Lithium bulls have had a tough time getting a hearing of late, and with good reason. The bullish sounds they were making 24 months ago have come to naught, and in fact the lithium price has declined markedly.
Over the past two years the battery grade lithium carbonate price has dropped from US$25,000 per tonne to a current level of around US$7,000 per tonne. Technical grade lithium carbonate, though always priced slightly lower, has followed a similar pattern, dropping from around US$23,000 to just over US$5,000 per tonne. Spodumene concentrate has fallen by a smaller amount in percentage terms, but remains weak priced at some way under US$5,000.
It’s a far cry from the optimism of a few years ago, when the plethora of new lithium companies on the market was a bright shining beacon in an otherwise moribund mining sector. Back then it was thought the metal’s meteoric rise from relative obscurity on the commodities market would be followed either by further price strength or at least a period of sustained consolidation.
Naysayers pointed out that lithium is abundant in the earth’s crust and not that hard to find. They were ignored. And, as it turns out, perhaps with good reason.
Because it isn’t oversupply that’s scuppered the lithium price over the past two years or so, but rather a failure of actual demand to match up to expectations. Yes, the headlines are full of the latest electric vehicle production targets from the European carmakers, and feelgood stories about battery-powered aircraft on the west coast of North America, show a direction of travel that may one day make lithium demand reach for the sky.
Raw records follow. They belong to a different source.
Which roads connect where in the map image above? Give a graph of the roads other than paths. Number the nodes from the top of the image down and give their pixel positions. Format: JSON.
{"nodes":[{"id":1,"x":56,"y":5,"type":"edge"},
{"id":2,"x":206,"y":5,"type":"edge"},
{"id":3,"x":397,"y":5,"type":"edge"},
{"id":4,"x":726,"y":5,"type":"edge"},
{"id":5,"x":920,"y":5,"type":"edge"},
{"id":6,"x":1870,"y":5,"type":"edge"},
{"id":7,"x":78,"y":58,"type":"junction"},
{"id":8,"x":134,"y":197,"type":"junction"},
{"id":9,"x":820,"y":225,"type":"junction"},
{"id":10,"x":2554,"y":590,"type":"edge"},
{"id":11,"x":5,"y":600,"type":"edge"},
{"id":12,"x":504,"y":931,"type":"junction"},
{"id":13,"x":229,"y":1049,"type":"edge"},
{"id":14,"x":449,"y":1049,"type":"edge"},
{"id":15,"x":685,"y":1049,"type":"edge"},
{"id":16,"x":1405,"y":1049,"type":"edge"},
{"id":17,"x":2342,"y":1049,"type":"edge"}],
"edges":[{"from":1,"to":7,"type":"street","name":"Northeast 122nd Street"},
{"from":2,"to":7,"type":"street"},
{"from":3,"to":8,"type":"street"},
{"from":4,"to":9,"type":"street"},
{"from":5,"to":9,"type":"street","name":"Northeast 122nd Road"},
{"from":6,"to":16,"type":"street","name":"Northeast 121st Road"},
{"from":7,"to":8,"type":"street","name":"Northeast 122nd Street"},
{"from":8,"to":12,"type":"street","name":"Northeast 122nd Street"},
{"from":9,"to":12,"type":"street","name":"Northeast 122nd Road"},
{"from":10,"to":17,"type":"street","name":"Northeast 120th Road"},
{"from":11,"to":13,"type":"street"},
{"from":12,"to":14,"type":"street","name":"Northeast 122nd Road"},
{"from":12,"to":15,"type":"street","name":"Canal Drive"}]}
But as yet, the picture is a little different. Demand in China, one of the major markets for electric vehicles, plummeted after the government cut its subsidy regime. In the brave new green and pleasant world, that sort of ruthlessness isn’t supposed to happen.
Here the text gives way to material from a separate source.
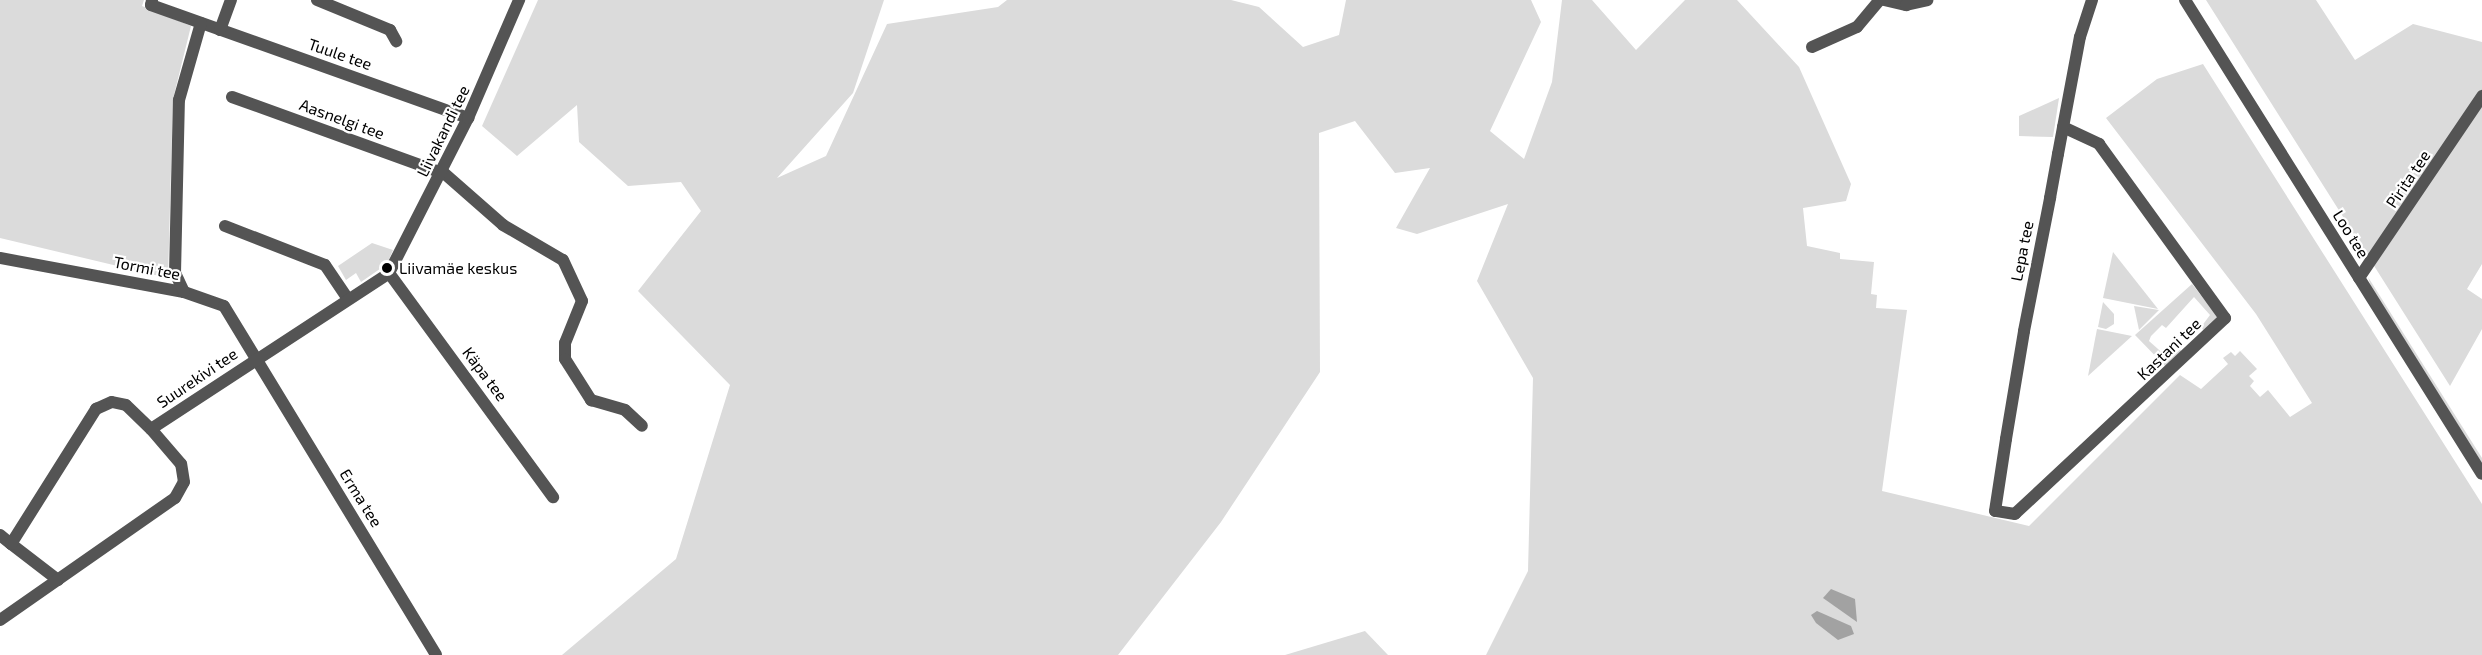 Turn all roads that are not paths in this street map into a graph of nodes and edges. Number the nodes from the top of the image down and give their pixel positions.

But the effect was clear enough: sales of electric vehicles in China fell from 1.3mln in 2018 to 1.2mln in 2019, where most analysts had previously been expecting a rise. China has to some extent acknowledged the effect of this, and undertook earlier on this month not to cut subsidies further.
China wants more electric vehicles, and has provided other incentives to electric vehicle drivers, such as allowing full access to roads when other vehicles are restricted. But with negative perceptions around range and ease of charging still knocking around, how easy a sell it will be for the electric vehicle companies remains to be seen. A crucial litmus test will be the success of Tesla’s new Shanghai operations, where production is just beginning to ramp up.
In the meantime, though, the lithium companies are cutting back. The world’s leading lithium company SQM has just delayed a development decision for its Mount Holland project in Australia. Galaxy Resources has said it plans to scale back production from its Mount Cattlin mine in Western Australia. And other companies are finding it harder to finance what a couple of years ago looked like eminently bankable projects.
So what does this mean for the investor?
Well, while those that are already in the market are suffering, now may very well be a good point of entry for those who have yet to come in. A famous analysis done last year showed that to electrify the UK’s fleet of over 31mln cars by the end of the next decade - as is the government’s target – will require the consumption of more than twice the world’s current cobalt production, more than 70% of its lithium production and around 50% of its copper production. And that’s just the UK. Extrapolate those numbers out to the rest of the world, and you can see why the bulls are still making their case. They may just have a point. And at these prices it may just be worth getting in on the action.